Muitos contribuintes têm se queixado nas redes sociais de inconsistências na declaração pré-preenchida do Imposto de Renda da Pessoa Física (IRPF) de 2026 (ano-base 2025), a partir de informações recebidas de organizações, como empresas e bancos, que enviam os dados ao Fisco. Desde o ano passado, o fornecimento desses dados pelas empresas mudou.
A base, que passou anos sendo a DIRPF (Declaração do Imposto sobre a Renda Retido na Fonte) foi totalmente substituída por outras duas fontes: o eSocial e a EFD-Reinf.
Essas duas bases ainda estão em processo de ajuste pelas empresas, e a própria Receita Federal pediu atenção ao reconhecer os dados.
— É uma nova jornada que vamos passar na depuração desses dados. Vimos que muitas informações que vieram ainda não estão 100%. Podemos ter alguns problemas porque não fazemos filtro — afirmou José Carlos Fonseca, supervisor da Receita, durante a apresentação da declaração de 2026.
Ele acrescentou:
— Se a informação não chegou correta, vou estar mostrando na pré-preenchida algo que pode não estar correto. Cabe ao cidadão verificar o comprovante que ele recebeu e conferir. Com valor incorreto, ele precisa corrigir.
A Receita espera receber 44 milhões de documentos neste ano, dos quais 60%, estima, deve ser através da pré-preenchida.
Ainda assim, a ferramenta, que funciona como uma espécie de rascunho por já preencher diversas informações, também trouxe novidades.
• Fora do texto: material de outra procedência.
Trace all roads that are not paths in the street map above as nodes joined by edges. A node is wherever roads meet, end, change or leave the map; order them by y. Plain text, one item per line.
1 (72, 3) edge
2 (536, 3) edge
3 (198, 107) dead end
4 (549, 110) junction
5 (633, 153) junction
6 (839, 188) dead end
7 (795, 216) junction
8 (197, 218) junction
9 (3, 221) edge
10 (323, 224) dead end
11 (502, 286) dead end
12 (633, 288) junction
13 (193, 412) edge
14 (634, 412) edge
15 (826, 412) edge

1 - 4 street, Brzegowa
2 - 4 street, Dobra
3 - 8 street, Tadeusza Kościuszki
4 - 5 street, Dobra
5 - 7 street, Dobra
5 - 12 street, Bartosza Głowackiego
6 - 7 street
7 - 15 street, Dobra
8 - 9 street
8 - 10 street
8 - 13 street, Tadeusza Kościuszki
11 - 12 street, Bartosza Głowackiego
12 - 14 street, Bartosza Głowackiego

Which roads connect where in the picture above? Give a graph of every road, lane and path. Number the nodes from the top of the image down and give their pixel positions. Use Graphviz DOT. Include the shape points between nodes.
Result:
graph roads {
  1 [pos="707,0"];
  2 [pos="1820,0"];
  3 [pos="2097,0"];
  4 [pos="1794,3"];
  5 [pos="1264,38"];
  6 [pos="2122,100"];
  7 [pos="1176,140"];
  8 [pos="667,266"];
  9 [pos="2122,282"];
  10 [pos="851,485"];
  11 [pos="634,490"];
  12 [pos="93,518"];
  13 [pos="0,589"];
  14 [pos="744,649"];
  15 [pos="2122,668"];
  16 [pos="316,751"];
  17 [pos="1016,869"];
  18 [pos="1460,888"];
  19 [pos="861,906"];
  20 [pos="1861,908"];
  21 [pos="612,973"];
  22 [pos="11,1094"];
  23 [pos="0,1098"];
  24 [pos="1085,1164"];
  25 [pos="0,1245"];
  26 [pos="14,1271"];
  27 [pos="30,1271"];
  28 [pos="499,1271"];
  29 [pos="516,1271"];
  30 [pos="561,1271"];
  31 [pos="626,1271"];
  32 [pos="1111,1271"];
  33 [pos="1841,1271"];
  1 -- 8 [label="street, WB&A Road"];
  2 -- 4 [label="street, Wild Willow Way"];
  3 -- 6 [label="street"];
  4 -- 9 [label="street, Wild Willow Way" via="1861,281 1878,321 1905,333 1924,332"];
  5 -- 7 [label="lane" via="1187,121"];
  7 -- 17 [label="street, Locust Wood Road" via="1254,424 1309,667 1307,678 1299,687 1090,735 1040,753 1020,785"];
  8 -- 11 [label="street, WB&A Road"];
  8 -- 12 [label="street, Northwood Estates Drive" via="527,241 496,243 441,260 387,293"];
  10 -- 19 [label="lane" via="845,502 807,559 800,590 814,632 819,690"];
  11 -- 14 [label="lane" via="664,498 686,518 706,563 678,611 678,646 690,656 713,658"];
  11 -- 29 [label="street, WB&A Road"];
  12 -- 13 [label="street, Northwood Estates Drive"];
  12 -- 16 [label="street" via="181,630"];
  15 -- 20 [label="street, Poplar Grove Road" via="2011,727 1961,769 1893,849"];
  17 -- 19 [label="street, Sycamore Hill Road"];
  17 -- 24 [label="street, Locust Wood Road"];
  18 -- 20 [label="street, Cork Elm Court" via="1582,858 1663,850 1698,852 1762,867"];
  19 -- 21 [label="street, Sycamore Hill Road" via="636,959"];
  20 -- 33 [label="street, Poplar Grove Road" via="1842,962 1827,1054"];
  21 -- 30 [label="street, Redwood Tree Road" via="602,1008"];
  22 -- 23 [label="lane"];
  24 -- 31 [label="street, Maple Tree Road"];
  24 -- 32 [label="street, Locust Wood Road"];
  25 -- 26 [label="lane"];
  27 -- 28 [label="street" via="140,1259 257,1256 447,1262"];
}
Neste ano, aparecerão também na os DARFs (Documento de Arrecadação Fiscal Federal) que os contribuintes pagaram no ano passado, além de mostrar retenções na fonte de aplicações de renda variável (comum e day trade). Aqueles que utilizam a plataforma Revar, que calcula e apura o imposto em investimentos de renda variável, como ações, também verá seus dados incluídos na pré-preenchida.
A atenção segue primordial para evitar dor de cabeça. Caso a pré-preenchida apresente valores incorretos, o contribuinte deve corrigir manualmente os dados antes da transmissão da declaração e confiar nos comprovantes que recebeu. Em caso de inconsistência, quem pode arcar com multas é o próprio contribuinte.
Quais erros podem estar presentes na pré-preenchida?
Todas as informações que são enviadas por empresas ao Fisco podem conter inconsistências. Internautas relatam, por exemplo, inconsistências no valor pago pela empresa empregadora em salários e auxílios. Despesas com saúde, por exemplo, que passaram a ser integralmente registradas através do Receita Saúde, também podem registrar inconsistências. Saldos de contas bancárias, por exemplo, também podem aparecer zeradas.
— Também deve-se verificar dados sobre dependentes, investimentos, compras de bens e saldos bancários que podem estar desatualizados — afirma Charles Gularte, sócio do escritório de contabilidade Contabilizei, que frisa a importância de confiar nas informações enviadas pelos informes de rendimentos.
De acordo com Gularte, do Contabilizei, a pré-preenchida apresenta dados provenientes de médicos, dentistas, clínicas e planos de saúde, movimentações e rendimentos de bancos e corretoras, além de histórico de declarações anteriores.
Como evitar cair na malha fina?
A dica é usar o dado que está nos informes de rendimentos enviados pelas empresas ao contribuinte, ou seja, descartar o que está pré-preenchido. Através dessas informações, é possível se precaver ao cair na inconsistência de dados registrada pela Receita, já que, pelo informe, ele pode se defender e embasar através dos documentos a informação ali preenchida.
— A responsabilidade por inconsistências nos dados da declaração pré-preenchida recai sobre o contribuinte — diz Gularte.
O que não está na pré-preenchida?
Algumas informações como ganho de capital na compra e venda de bens e direitos, tais quais imóveis e veículos e valores adquiridos através de atividade rural.
De acordo com Gularte, a pré-preenchida pode não trazer informações importantes, as quais o contribuinte deve incluir manualmente. São elas despesas dedutíveis que não foram registradas automaticamente, como despesas com saúde e educação; fontes de renda adicionais, como autônomos ou rendimentos extras; aquisição recente de bens, como imóveis ou veículos, que ainda não foram reportados ou processados nas bases da Receita Federal e renda de dependentes que não foi informada, como bolsas de estágio ou outras fontes de rendimento.
Como fazer a declaração pré-preenchida?
A declaração pré-preenchida está disponível de forma on-line, no Meu Imposto de Renda, como no PGD, que deve ser baixado no computador. Mas são necessários alguns requisitos para acessá-la: é preciso ter uma conta ouro ou prata do Gov.br para ter acesso à liberação dos dados.